Say how many lines in the data hold "Quiroga". Nothing else belongs in the answer.

▶ [Given records]:

Segment Open

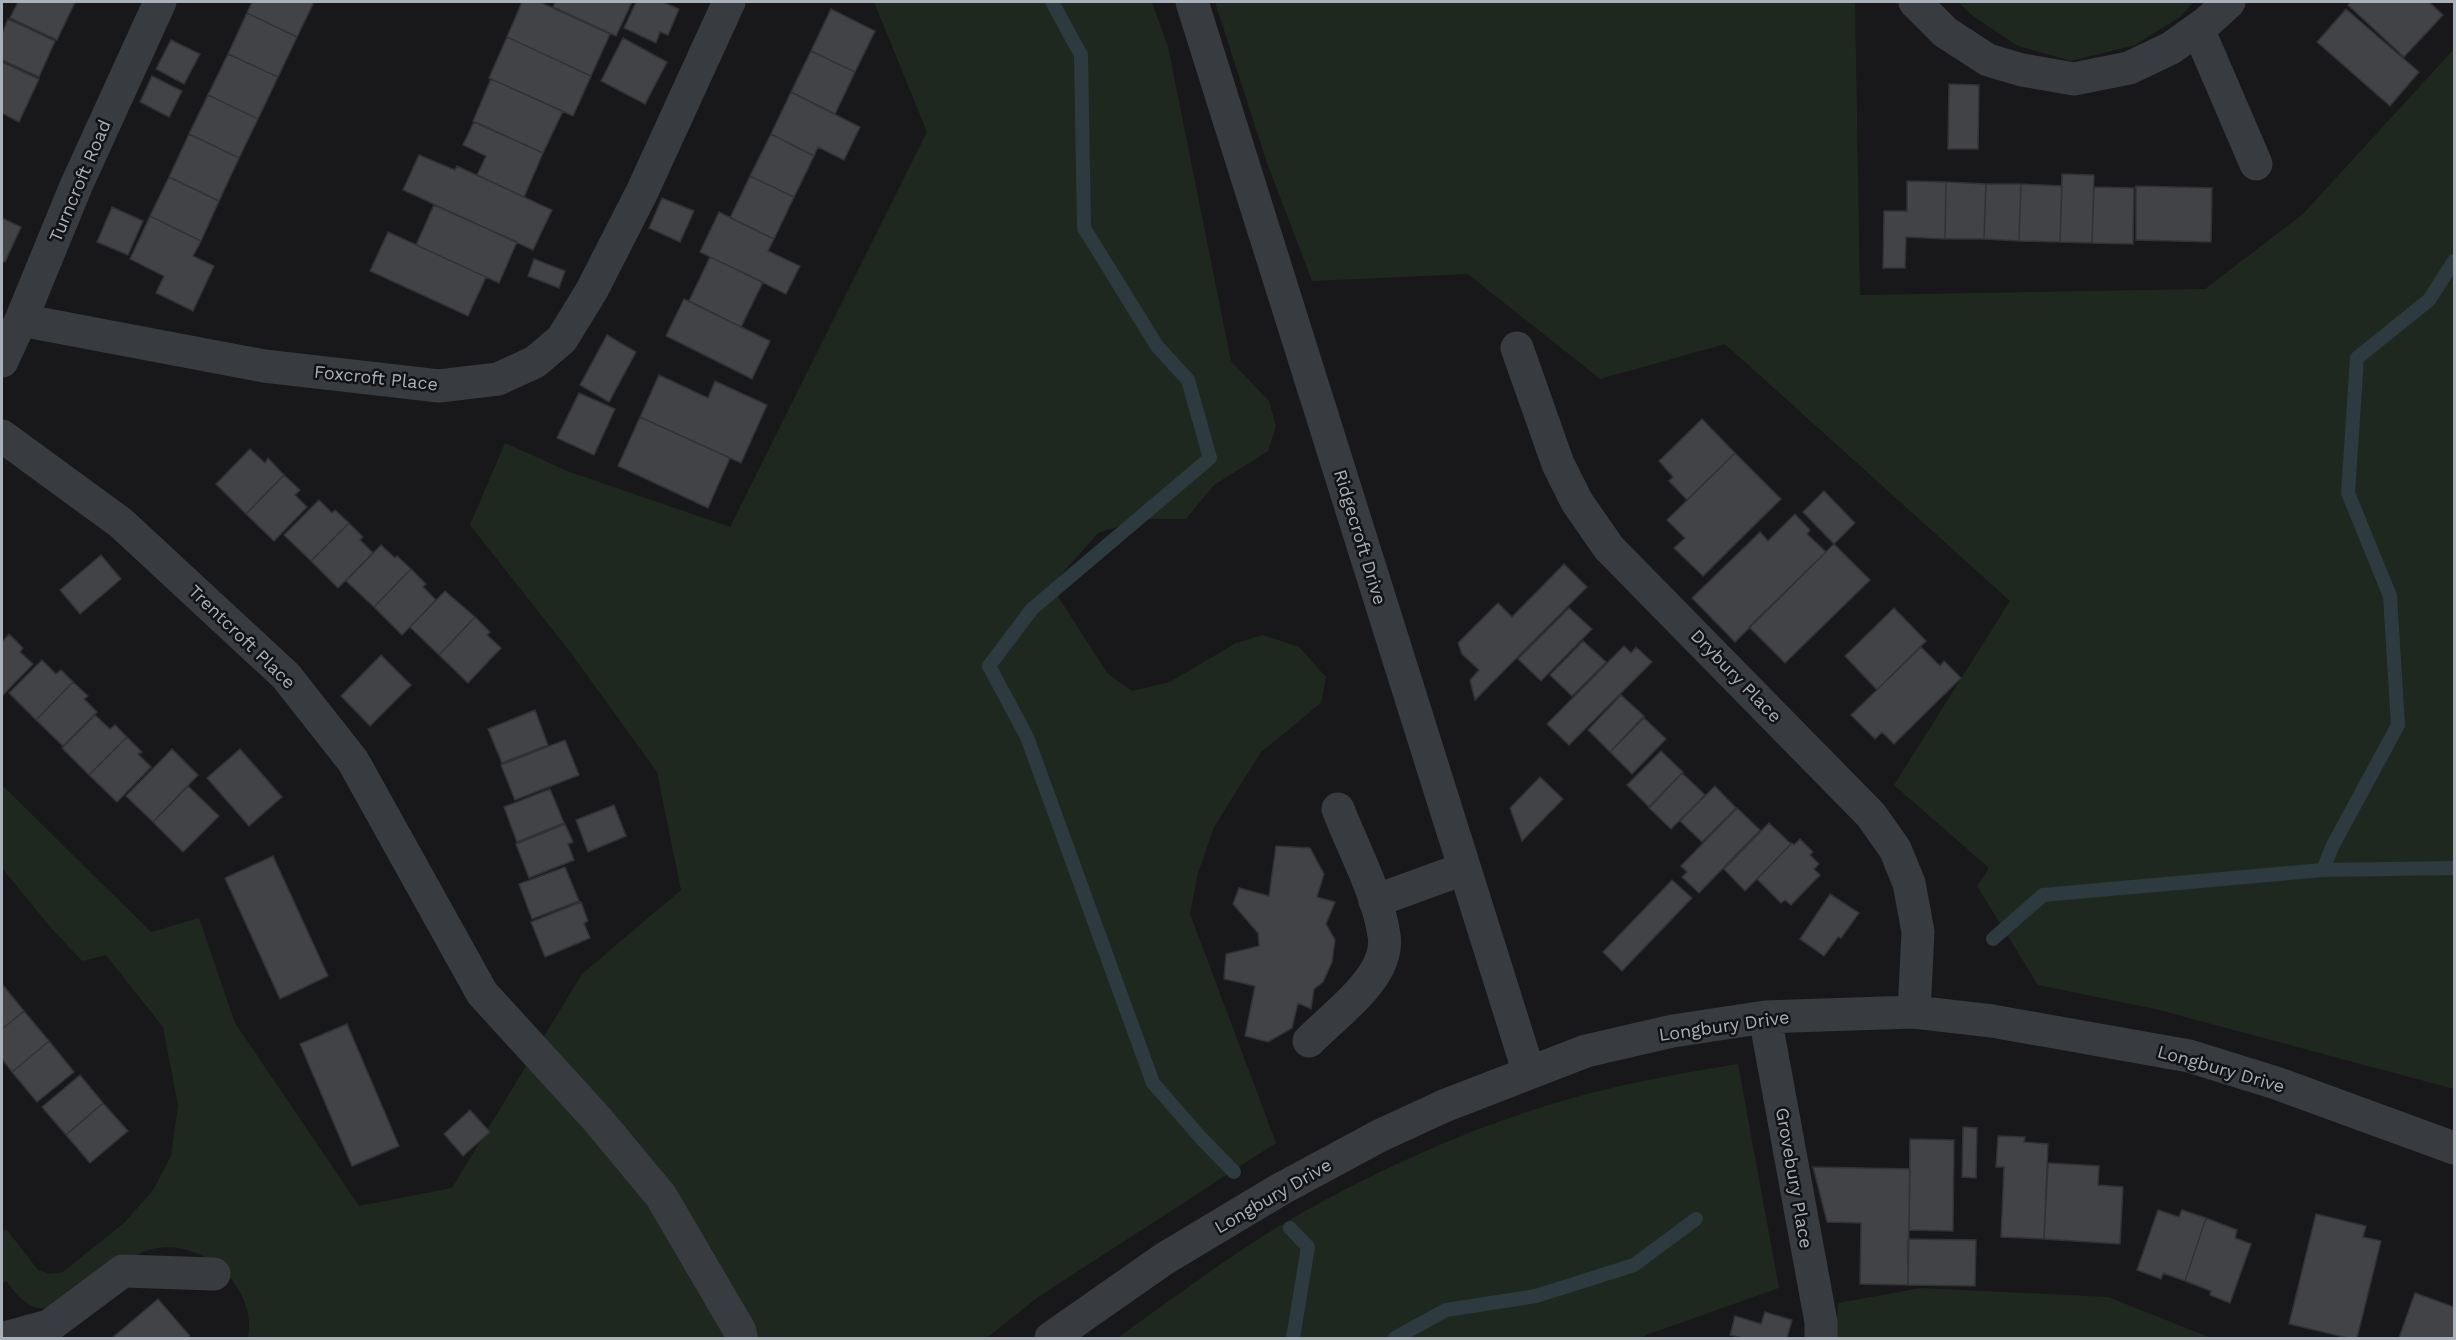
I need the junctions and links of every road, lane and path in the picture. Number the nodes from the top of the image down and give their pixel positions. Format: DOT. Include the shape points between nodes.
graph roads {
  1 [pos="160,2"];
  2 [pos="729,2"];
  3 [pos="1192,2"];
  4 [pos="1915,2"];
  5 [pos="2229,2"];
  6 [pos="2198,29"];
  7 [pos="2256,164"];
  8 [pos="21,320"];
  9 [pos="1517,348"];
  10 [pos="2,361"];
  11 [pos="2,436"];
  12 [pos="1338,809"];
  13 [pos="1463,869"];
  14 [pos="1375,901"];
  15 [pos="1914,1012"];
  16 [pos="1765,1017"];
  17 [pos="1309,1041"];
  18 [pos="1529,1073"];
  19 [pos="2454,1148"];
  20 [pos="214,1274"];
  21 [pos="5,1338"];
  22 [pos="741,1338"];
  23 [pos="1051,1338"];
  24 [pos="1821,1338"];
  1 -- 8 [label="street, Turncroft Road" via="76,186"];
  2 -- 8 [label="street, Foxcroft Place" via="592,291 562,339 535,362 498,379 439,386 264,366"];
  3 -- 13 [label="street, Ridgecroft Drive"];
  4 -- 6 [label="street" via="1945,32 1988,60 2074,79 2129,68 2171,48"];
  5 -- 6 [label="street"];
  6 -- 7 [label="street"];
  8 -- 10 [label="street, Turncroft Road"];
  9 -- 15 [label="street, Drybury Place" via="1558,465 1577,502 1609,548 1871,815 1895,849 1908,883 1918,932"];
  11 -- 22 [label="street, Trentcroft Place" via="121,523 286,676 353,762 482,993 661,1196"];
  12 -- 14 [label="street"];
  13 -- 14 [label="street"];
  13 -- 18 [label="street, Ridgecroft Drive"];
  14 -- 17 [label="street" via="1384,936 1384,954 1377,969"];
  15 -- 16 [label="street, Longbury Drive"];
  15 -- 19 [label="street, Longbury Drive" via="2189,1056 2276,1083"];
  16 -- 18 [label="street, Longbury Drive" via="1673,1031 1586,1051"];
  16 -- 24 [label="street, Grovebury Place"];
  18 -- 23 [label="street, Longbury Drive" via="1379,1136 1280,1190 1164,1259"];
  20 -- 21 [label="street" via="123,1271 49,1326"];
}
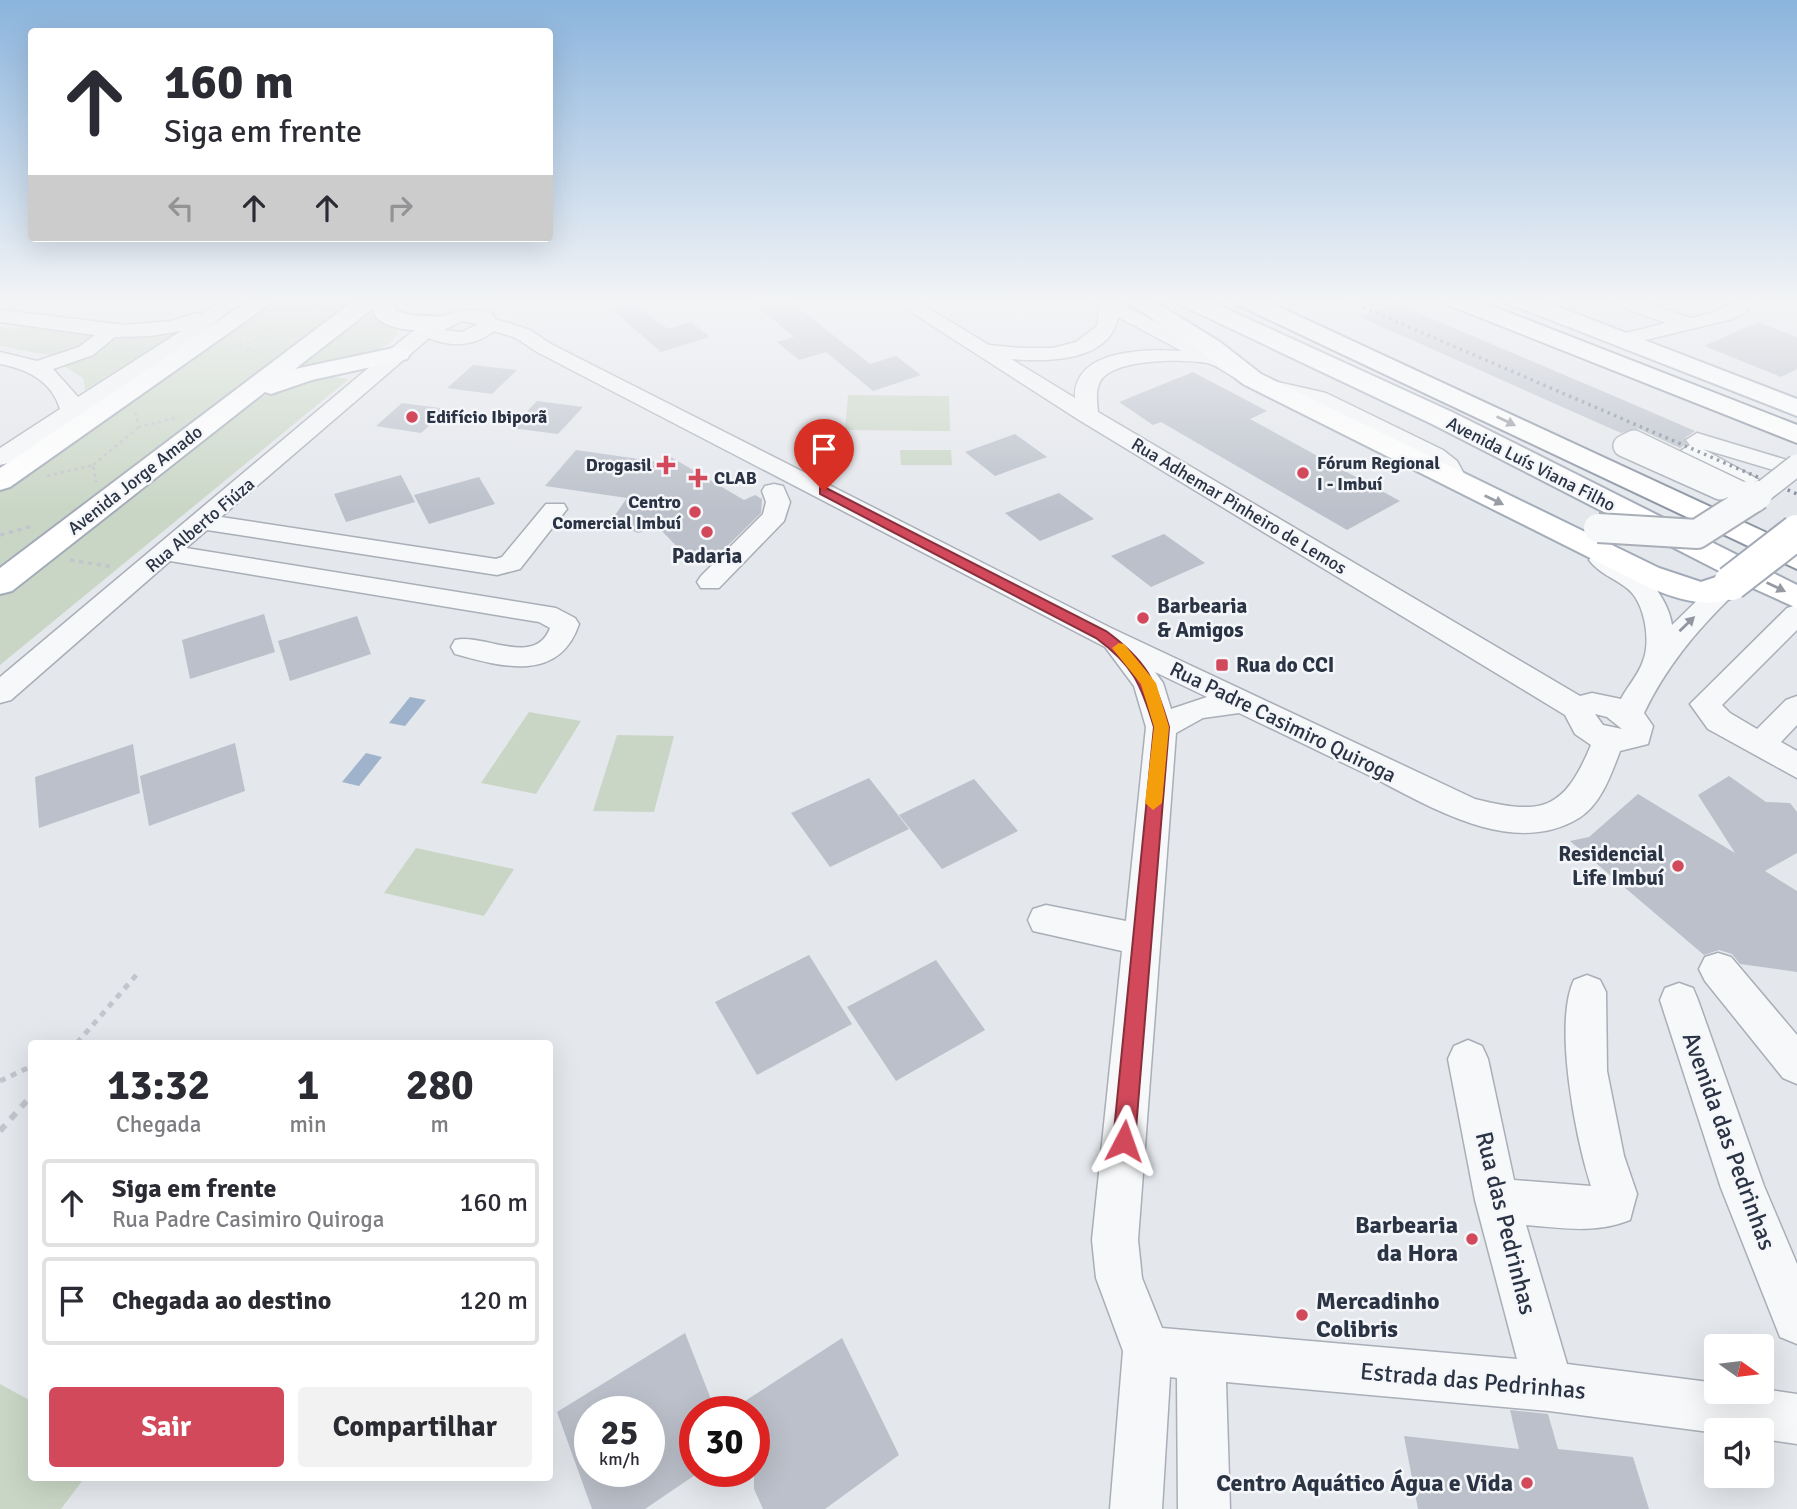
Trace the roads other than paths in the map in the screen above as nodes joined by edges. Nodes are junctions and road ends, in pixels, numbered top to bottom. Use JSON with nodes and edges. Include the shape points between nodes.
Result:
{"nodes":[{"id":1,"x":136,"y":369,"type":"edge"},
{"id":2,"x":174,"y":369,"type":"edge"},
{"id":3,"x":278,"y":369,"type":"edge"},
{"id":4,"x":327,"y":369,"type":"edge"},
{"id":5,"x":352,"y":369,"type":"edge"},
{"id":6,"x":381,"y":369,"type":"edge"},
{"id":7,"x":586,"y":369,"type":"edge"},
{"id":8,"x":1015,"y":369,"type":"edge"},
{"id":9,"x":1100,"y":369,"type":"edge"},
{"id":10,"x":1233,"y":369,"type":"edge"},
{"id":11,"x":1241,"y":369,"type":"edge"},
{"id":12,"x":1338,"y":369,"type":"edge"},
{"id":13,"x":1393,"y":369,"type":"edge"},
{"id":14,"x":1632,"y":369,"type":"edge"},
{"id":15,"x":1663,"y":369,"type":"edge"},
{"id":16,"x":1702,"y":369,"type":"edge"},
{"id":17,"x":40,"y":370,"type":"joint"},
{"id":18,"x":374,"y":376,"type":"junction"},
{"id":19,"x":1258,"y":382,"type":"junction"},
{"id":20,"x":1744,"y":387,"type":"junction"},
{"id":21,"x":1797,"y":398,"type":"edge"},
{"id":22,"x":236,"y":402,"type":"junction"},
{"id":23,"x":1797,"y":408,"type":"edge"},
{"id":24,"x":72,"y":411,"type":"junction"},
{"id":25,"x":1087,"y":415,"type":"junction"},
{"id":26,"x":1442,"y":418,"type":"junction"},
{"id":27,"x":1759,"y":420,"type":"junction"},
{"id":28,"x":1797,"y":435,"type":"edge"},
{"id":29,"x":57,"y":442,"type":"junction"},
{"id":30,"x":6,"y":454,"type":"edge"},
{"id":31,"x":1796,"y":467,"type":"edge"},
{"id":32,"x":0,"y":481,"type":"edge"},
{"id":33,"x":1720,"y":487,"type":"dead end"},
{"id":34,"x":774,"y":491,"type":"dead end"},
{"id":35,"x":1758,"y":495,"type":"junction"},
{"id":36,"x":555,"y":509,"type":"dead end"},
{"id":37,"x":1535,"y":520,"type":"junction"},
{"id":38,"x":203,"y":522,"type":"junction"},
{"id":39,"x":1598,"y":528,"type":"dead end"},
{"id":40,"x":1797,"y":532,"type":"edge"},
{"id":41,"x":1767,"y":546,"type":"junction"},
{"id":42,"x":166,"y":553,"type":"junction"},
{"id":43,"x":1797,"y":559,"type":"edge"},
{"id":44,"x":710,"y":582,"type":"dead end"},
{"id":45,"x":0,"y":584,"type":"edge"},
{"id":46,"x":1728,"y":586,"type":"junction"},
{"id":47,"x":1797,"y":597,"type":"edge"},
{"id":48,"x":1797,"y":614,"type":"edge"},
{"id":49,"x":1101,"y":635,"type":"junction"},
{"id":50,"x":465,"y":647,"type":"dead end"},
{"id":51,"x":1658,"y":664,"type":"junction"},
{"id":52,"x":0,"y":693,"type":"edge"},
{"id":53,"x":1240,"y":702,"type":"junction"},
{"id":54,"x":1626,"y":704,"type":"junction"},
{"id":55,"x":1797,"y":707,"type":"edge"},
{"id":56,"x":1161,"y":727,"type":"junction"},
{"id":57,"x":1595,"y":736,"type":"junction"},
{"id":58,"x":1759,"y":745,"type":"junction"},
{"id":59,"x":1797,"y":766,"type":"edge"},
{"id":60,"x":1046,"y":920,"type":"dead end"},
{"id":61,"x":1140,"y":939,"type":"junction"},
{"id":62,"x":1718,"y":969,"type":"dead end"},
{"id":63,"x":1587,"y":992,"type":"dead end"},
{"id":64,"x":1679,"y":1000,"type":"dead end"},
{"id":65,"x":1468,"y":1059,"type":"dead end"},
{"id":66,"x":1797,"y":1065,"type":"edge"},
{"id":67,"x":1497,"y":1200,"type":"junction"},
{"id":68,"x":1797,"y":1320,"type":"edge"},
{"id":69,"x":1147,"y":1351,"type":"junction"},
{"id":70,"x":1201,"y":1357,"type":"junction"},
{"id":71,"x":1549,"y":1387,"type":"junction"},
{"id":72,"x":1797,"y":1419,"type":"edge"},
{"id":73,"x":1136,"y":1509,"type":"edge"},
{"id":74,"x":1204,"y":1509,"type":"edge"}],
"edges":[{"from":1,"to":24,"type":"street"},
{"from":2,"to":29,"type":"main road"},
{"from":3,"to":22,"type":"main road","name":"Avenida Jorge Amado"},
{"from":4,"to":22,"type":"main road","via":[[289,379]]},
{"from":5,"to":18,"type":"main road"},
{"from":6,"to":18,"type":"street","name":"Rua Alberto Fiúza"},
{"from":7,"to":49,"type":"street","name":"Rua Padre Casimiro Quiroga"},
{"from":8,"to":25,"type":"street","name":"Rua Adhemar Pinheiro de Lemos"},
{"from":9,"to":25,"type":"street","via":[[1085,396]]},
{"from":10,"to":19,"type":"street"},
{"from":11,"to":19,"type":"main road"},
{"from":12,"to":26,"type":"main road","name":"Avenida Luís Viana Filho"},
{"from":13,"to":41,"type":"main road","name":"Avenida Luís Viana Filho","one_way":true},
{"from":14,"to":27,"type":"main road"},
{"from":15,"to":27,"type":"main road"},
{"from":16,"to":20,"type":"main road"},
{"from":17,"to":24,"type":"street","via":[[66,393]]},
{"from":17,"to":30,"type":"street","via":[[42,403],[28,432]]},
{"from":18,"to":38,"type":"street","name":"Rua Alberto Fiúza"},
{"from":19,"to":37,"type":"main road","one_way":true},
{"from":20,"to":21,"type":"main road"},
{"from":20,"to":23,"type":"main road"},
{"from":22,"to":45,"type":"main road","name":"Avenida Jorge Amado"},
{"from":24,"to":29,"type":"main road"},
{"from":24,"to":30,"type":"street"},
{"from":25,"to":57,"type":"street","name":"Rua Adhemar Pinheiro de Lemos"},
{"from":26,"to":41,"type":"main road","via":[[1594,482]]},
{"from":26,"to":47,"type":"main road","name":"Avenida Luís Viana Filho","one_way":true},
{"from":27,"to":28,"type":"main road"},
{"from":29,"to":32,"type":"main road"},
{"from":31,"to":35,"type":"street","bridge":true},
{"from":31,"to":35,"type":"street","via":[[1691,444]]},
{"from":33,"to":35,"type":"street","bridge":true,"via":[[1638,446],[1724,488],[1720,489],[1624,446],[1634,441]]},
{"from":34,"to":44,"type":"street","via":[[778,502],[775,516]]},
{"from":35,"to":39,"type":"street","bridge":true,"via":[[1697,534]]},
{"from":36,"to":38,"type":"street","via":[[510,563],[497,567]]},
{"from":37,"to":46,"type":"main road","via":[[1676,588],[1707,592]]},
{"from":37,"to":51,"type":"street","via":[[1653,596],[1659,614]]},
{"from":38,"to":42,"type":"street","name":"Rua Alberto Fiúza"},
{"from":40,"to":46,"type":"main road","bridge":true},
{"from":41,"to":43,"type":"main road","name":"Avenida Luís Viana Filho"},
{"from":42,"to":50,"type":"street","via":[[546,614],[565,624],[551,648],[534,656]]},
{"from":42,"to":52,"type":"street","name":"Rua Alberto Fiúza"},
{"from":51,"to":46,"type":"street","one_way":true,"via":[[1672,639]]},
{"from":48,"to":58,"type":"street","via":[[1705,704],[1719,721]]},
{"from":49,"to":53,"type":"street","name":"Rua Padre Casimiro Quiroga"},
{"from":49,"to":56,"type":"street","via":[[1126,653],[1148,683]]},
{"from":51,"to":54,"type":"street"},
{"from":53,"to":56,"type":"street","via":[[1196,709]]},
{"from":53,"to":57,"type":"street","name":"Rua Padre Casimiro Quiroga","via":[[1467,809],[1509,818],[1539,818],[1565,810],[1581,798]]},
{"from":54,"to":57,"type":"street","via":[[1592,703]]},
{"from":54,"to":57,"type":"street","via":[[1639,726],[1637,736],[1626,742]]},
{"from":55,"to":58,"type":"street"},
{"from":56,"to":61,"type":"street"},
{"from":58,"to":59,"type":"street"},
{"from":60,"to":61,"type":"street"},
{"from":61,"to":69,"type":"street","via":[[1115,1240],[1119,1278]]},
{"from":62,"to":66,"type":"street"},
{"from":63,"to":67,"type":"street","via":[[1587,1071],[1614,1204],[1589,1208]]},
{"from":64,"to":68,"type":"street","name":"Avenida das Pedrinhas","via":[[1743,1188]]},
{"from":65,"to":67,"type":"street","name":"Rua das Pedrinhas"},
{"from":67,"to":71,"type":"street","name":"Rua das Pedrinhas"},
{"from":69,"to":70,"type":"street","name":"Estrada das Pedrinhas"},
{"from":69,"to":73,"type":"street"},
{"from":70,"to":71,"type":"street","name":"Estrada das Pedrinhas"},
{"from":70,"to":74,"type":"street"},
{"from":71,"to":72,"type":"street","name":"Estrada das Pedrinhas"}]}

Segment Closed

▶ [Your solution]: 3